In conclusion, we deliver proof-of-principle that 1,25(OH)2D3-treated DC display a semimature phenotype and anti-inflammatory cytokine profile. Importantly, we demonstrate that 1,25(OH)2D3-treated DC induce antigen-specific T cell hyporesponsiveness to myelin-derived antigens. Furthermore, we report the feasibility of cryopreservation of 1,25(OH)2D3-treated DC. Since cryopreservation did not affect the viability, phenotype, and the allogeneic T cell-stimulatory capacity of 1,25(OH)2D3-treated DC, our results contribute to the large-scale production and the widely applicable use of 1,25(OH)2D3-treated DC. Recent efforts by the European COST (European Cooperation in Science and Technology) network A FACTT (action to focus and accelerate cell-based tolerance-inducing therapies) have resulted in initiatives to harmonize tolDC therapy in a cost-effective and efficient way [53]. We expect that the demonstrated feasibility of the cryopreservation of tolDC in this study is an important step forward in the field of tolDC vaccination and may lay the groundwork for the development of a new form of cellular immunotherapy for MS and other autoimmune diseases.

Competing Interests

The authors declare no conflict of interests.

Acknowledgments

The authors thank all patients of the Division of Neurology of the Antwerp University Hospital, Edegem, for participating in this study. This work was supported by positive discussion through the A FACTT network (Cost Action BM1305: http://www.afactt.eu/). COST is supported by the EU Framework Programme Horizon 2020. Further support was provided by Grant no. G.0168.09 of the Fund for Scientific Research-Flanders, Belgium (FWO-Vlaanderen), by an applied biomedical research project of the Institute for the Promotion of Innovation by Science and Technology in Flanders (IWT-TBM 140191), by the grants of the University of Antwerp through the Special Research Fund (BOF), a BOF-GOA grant (ID PS 28313), Medical Legacy Fund, the Methusalem funding programme, the Belgian Hercules Foundation, by grants of the Charcot Foundation, Belgium, and of the “Belgische Stichting Roeping,” Belgium, and by grants of FIS PI14/01175, cosupported by the ISCIII and FEDER, Spain.
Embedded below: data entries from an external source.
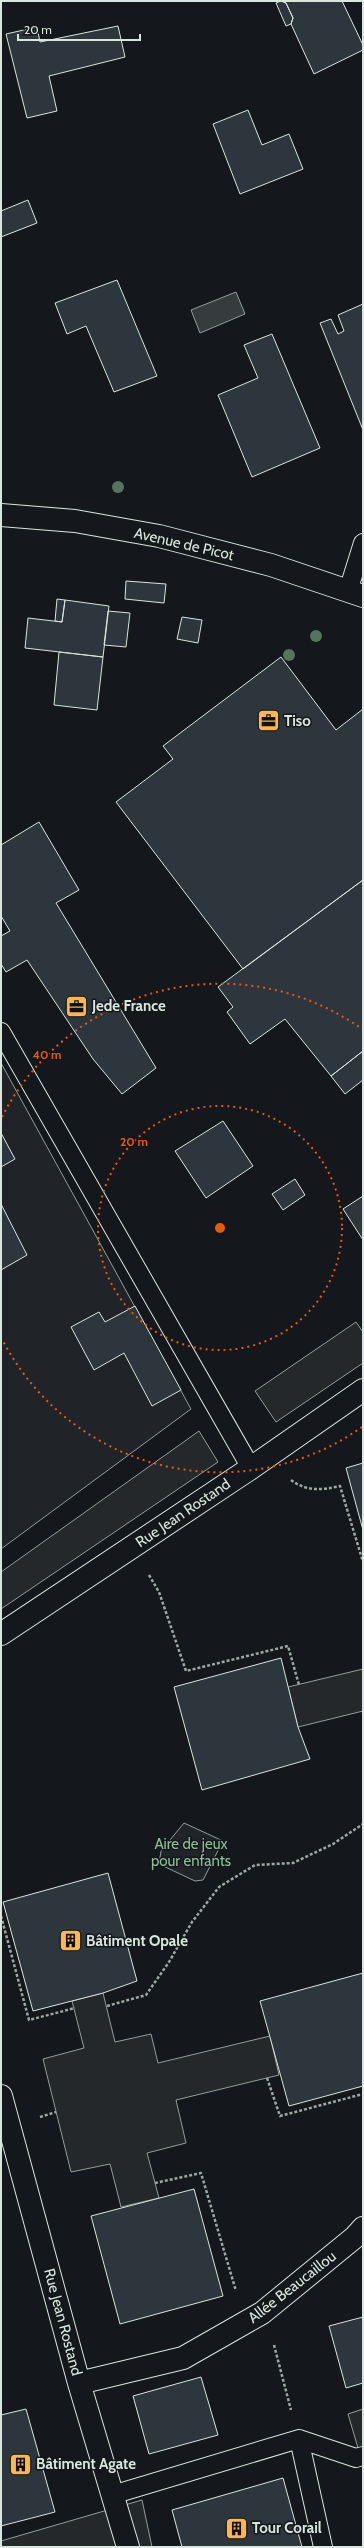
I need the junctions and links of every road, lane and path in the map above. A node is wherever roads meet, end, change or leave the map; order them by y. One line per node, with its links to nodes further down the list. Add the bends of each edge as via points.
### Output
1 (1, 515): 3 (street, Avenue de Picot, via 75,521 159,536 271,565)
2 (363, 543): 3 (lane)
3 (356, 593)
4 (1, 1032): 7 (lane)
5 (363, 1390): 6 (street, Rue Jean Rostand)
6 (270, 1455): 7 (street, Rue Jean Rostand); 9 (path, via 288,1478 301,1488 319,1490 340,1486)
7 (251, 1468): 8 (street, Rue Jean Rostand)
8 (131, 1548): 10 (street, Rue Jean Rostand); 11 (path, via 159,1592 186,1671 288,1646)
9 (363, 1562)
10 (1, 1634)
11 (299, 1685)
12 (363, 1824): 14 (path, via 333,1844 293,1863 255,1865 219,1887 192,1922 146,1995)
13 (1, 1916): 15 (path, via 29,2020)
14 (106, 2006)
15 (75, 2008)
16 (267, 2078): 17 (path, via 280,2116)
17 (363, 2094)
18 (1, 2096): 20 (street, Rue Jean Rostand)
19 (363, 2228): 20 (street, Allée Beaucaillou, via 262,2313 183,2358)
20 (79, 2383): 23 (street, Rue Jean Rostand)
21 (299, 2439): 22 (lane, via 356,2458); 23 (lane); 25 (lane)
22 (363, 2456)
23 (112, 2496): 24 (street, Rue Jean Rostand)
24 (128, 2547)
25 (323, 2547)

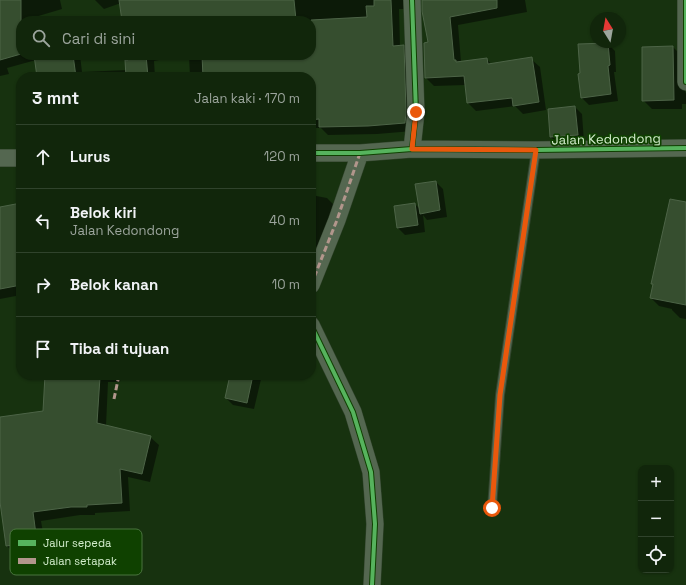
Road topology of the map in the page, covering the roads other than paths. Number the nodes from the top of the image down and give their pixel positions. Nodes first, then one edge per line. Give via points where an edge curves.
1 (412, 0) edge
2 (686, 0) edge
3 (686, 82) edge
4 (686, 148) edge
5 (412, 149) junction
6 (536, 150) junction
7 (316, 153) edge
8 (360, 153) junction
9 (0, 158) edge
10 (16, 158) edge
11 (316, 272) edge
12 (316, 335) edge
13 (492, 508) dead end
14 (372, 585) edge

1 - 5 street via 416,112
2 - 3 street
4 - 6 street, Jalan Kedondong
5 - 6 street, Jalan Kedondong
5 - 8 street, Jalan Kedondong
6 - 13 lane via 500,395
7 - 8 street, Jalan Kedondong
8 - 11 street
9 - 10 street
12 - 14 street via 353,412 371,472 375,524

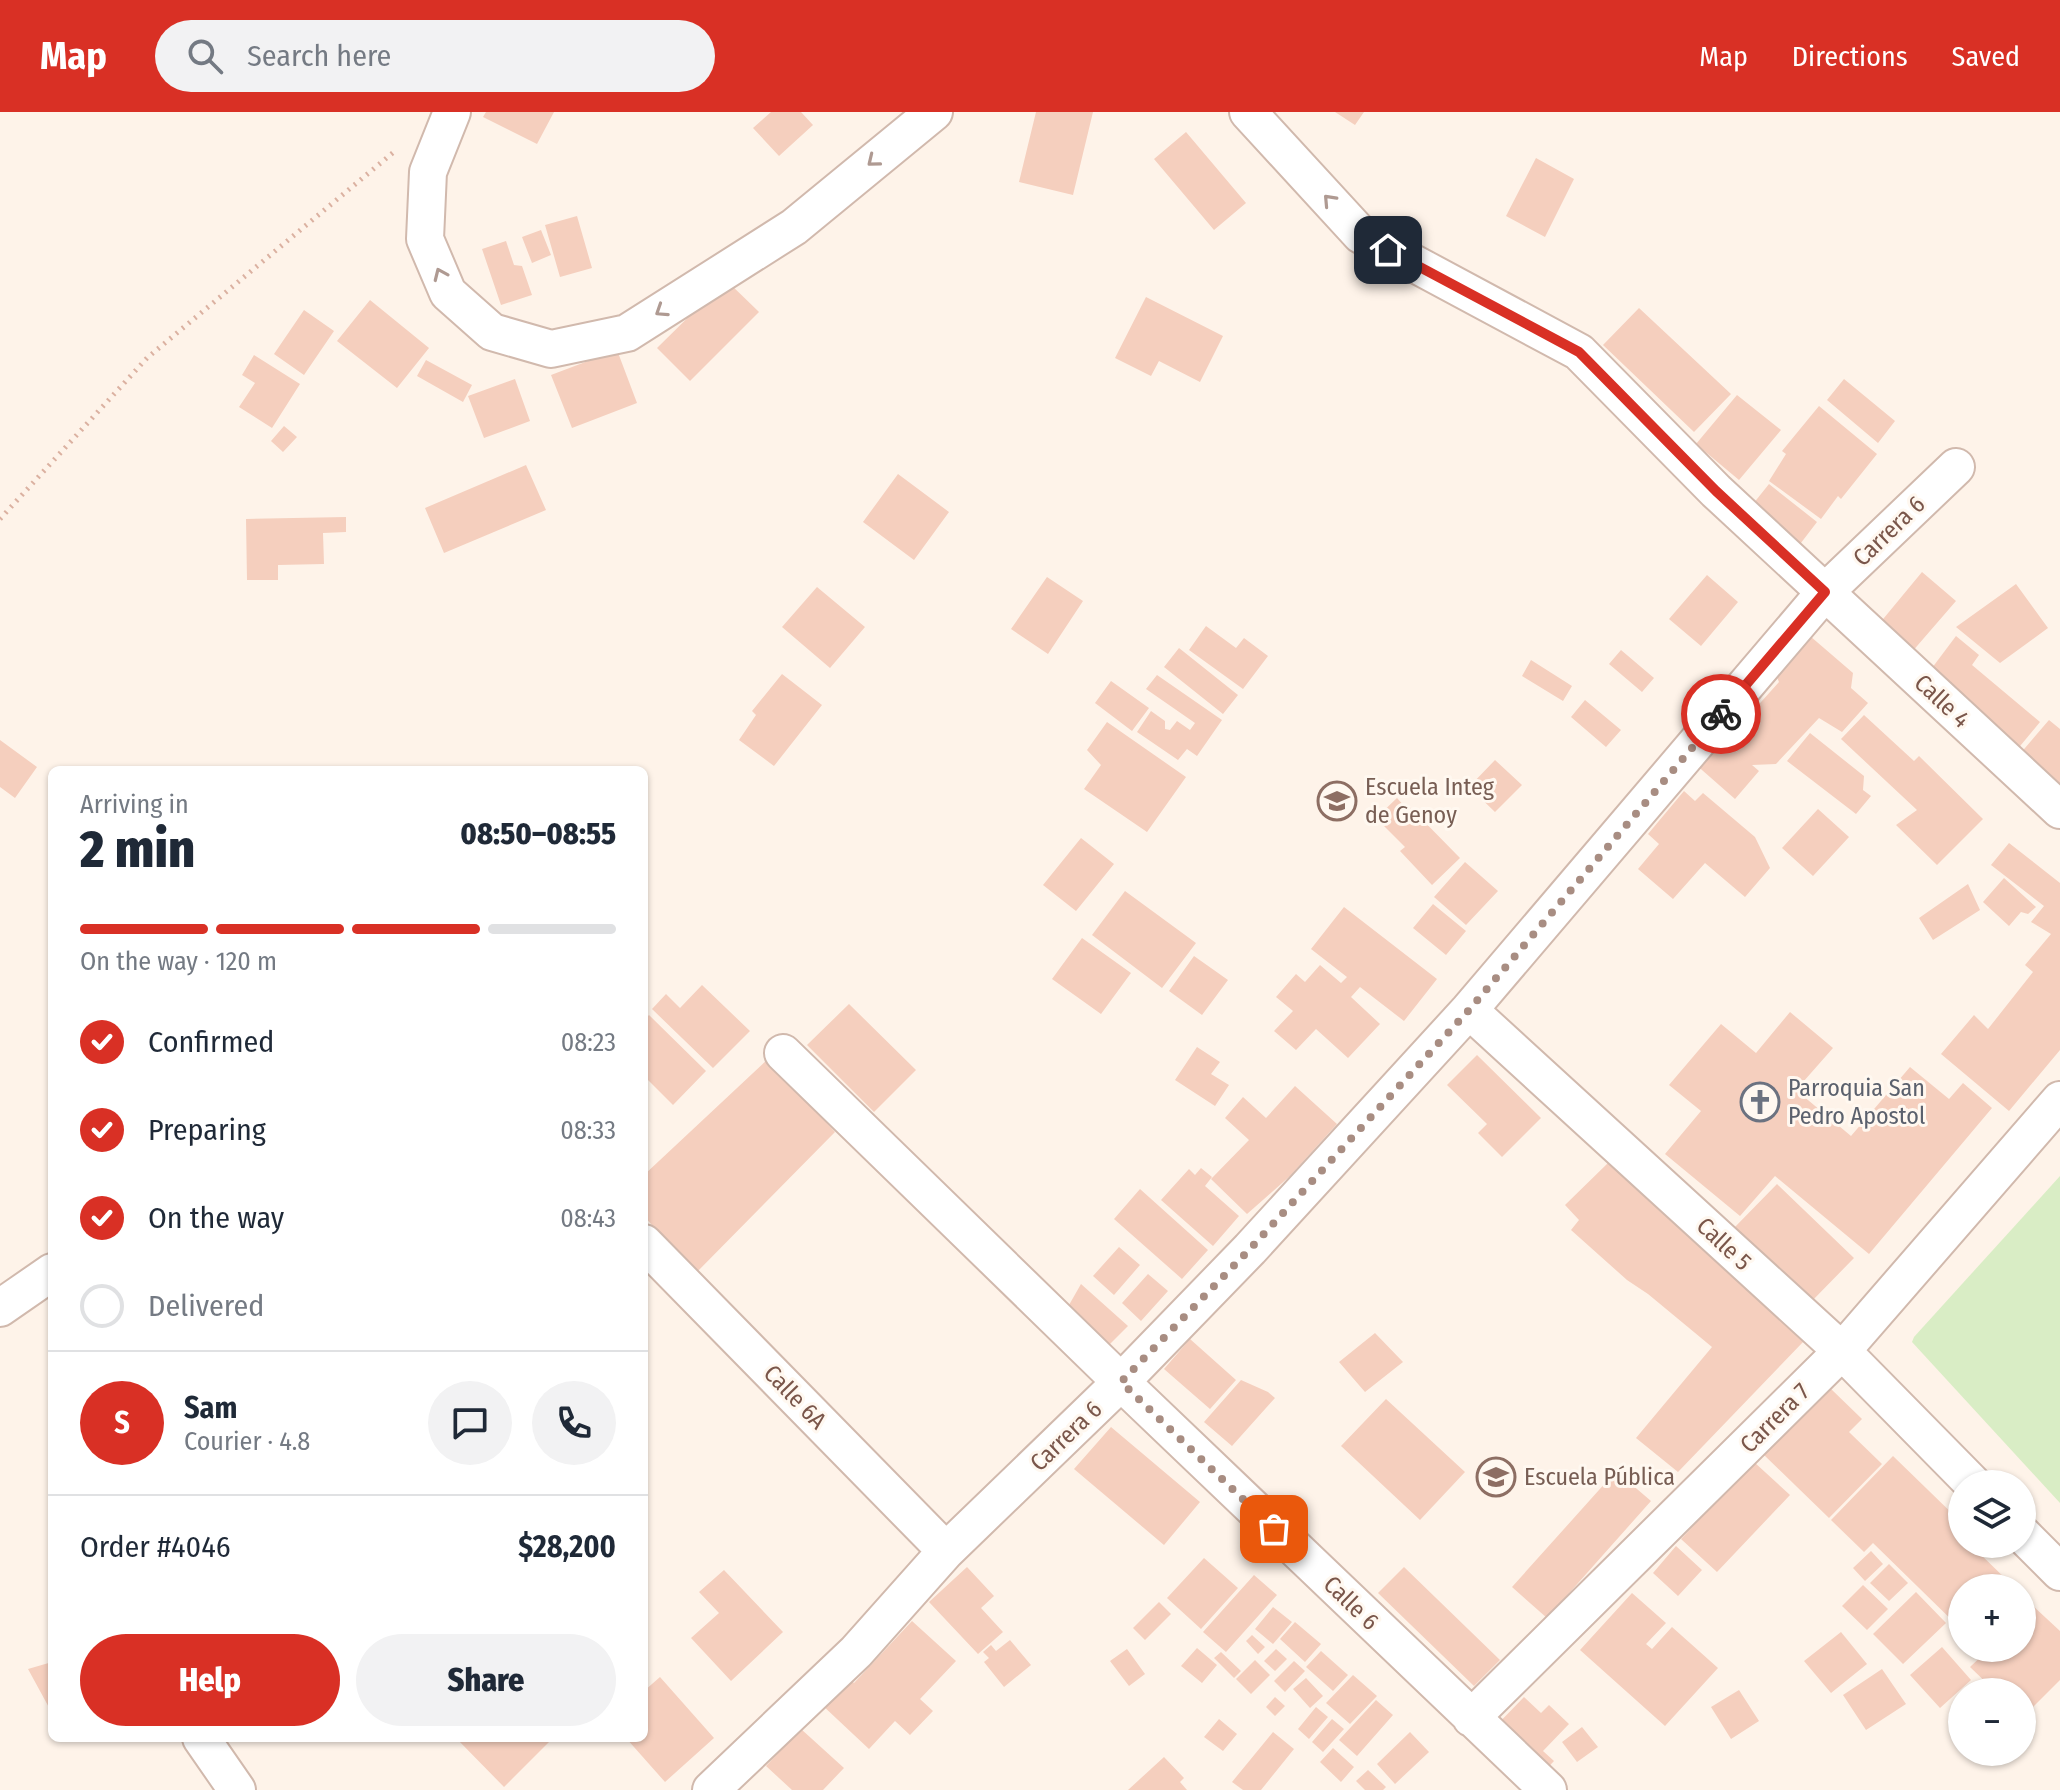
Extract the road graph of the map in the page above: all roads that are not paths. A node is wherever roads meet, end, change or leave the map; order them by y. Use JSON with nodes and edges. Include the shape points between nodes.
{"nodes":[{"id":1,"x":452,"y":112,"type":"edge"},
{"id":2,"x":934,"y":112,"type":"edge"},
{"id":3,"x":1248,"y":112,"type":"edge"},
{"id":4,"x":1956,"y":467,"type":"dead end"},
{"id":5,"x":1825,"y":592,"type":"junction"},
{"id":6,"x":2060,"y":810,"type":"edge"},
{"id":7,"x":1469,"y":1010,"type":"junction"},
{"id":8,"x":783,"y":1053,"type":"dead end"},
{"id":9,"x":2060,"y":1100,"type":"edge"},
{"id":10,"x":648,"y":1247,"type":"edge"},
{"id":11,"x":48,"y":1275,"type":"edge"},
{"id":12,"x":0,"y":1308,"type":"edge"},
{"id":13,"x":1842,"y":1351,"type":"junction"},
{"id":14,"x":1121,"y":1382,"type":"junction"},
{"id":15,"x":1959,"y":1470,"type":"edge"},
{"id":16,"x":2036,"y":1548,"type":"edge"},
{"id":17,"x":946,"y":1551,"type":"junction"},
{"id":18,"x":2060,"y":1572,"type":"edge"},
{"id":19,"x":1471,"y":1718,"type":"junction"},
{"id":20,"x":204,"y":1742,"type":"edge"},
{"id":21,"x":237,"y":1790,"type":"edge"},
{"id":22,"x":711,"y":1790,"type":"edge"},
{"id":23,"x":1548,"y":1790,"type":"edge"}],
"edges":[{"from":2,"to":1,"type":"street","one_way":true,"via":[[794,227],[627,333],[551,349],[492,332],[448,293],[425,239],[428,172]]},
{"from":5,"to":3,"type":"street","name":"Calle 4","one_way":true,"via":[[1579,352],[1361,235]]},
{"from":4,"to":5,"type":"street","name":"Carrera 6"},
{"from":5,"to":6,"type":"street","name":"Calle 4"},
{"from":5,"to":7,"type":"street","name":"Carrera 6"},
{"from":7,"to":13,"type":"street","name":"Calle 5"},
{"from":7,"to":14,"type":"street","name":"Carrera 6"},
{"from":8,"to":14,"type":"street","name":"Calle 6"},
{"from":9,"to":13,"type":"street","name":"Carrera 7"},
{"from":10,"to":17,"type":"street","name":"Calle 6A"},
{"from":11,"to":12,"type":"street"},
{"from":13,"to":15,"type":"street","name":"Calle 5"},
{"from":13,"to":19,"type":"street","name":"Carrera 7"},
{"from":14,"to":17,"type":"street","name":"Carrera 6"},
{"from":14,"to":19,"type":"street","name":"Calle 6"},
{"from":16,"to":18,"type":"street"},
{"from":17,"to":22,"type":"street","name":"Carrera 6","via":[[856,1652]]},
{"from":19,"to":23,"type":"street","name":"Calle 6"},
{"from":20,"to":21,"type":"street"}]}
The authors also thank the NIH AIDS Research and Reference Reagent Programme for providing the CMV pp65 peptide pool. Wai-Ping Lee held a Ph.D. fellowship of the Flemish Institute for Science and Technology (IWT).

Supplementary Materials

Supplementary Figure 1: Phenotypic characteristics of in vitro differentiated iDC and cc-mDC from healthy controls and MS patients CD14+ monocytes were cultured for 6 days in the presence of IL-4 and GM-CSF or in the presence of IL-4, GM-CSF and 1,25(OH)2D3 to obtain conventional iDC (open dots) or 1,25(OH)2D3-treated iDC (filled triangles) respectively. On day 6, DC were stimulated with a cocktail of pro-inflammatory cytokines (i.e. cc-mDC) or left untreated (i.e. iDC). The mean fluorescence intensity (MFI) of (A) PD-L1, (B) ILT-3, (C) DC-SIGN, (D) CD14 and (E) CCR7 by DC of healthy controls (n=7) and MS patients (n=10) is determined by flow cytometry. Horizontal lines show the mean. Abbreviations used: MFI, mean fluorescence intensity; iDC, immature DC; cc-mDC, cytokine cocktail-matured DC.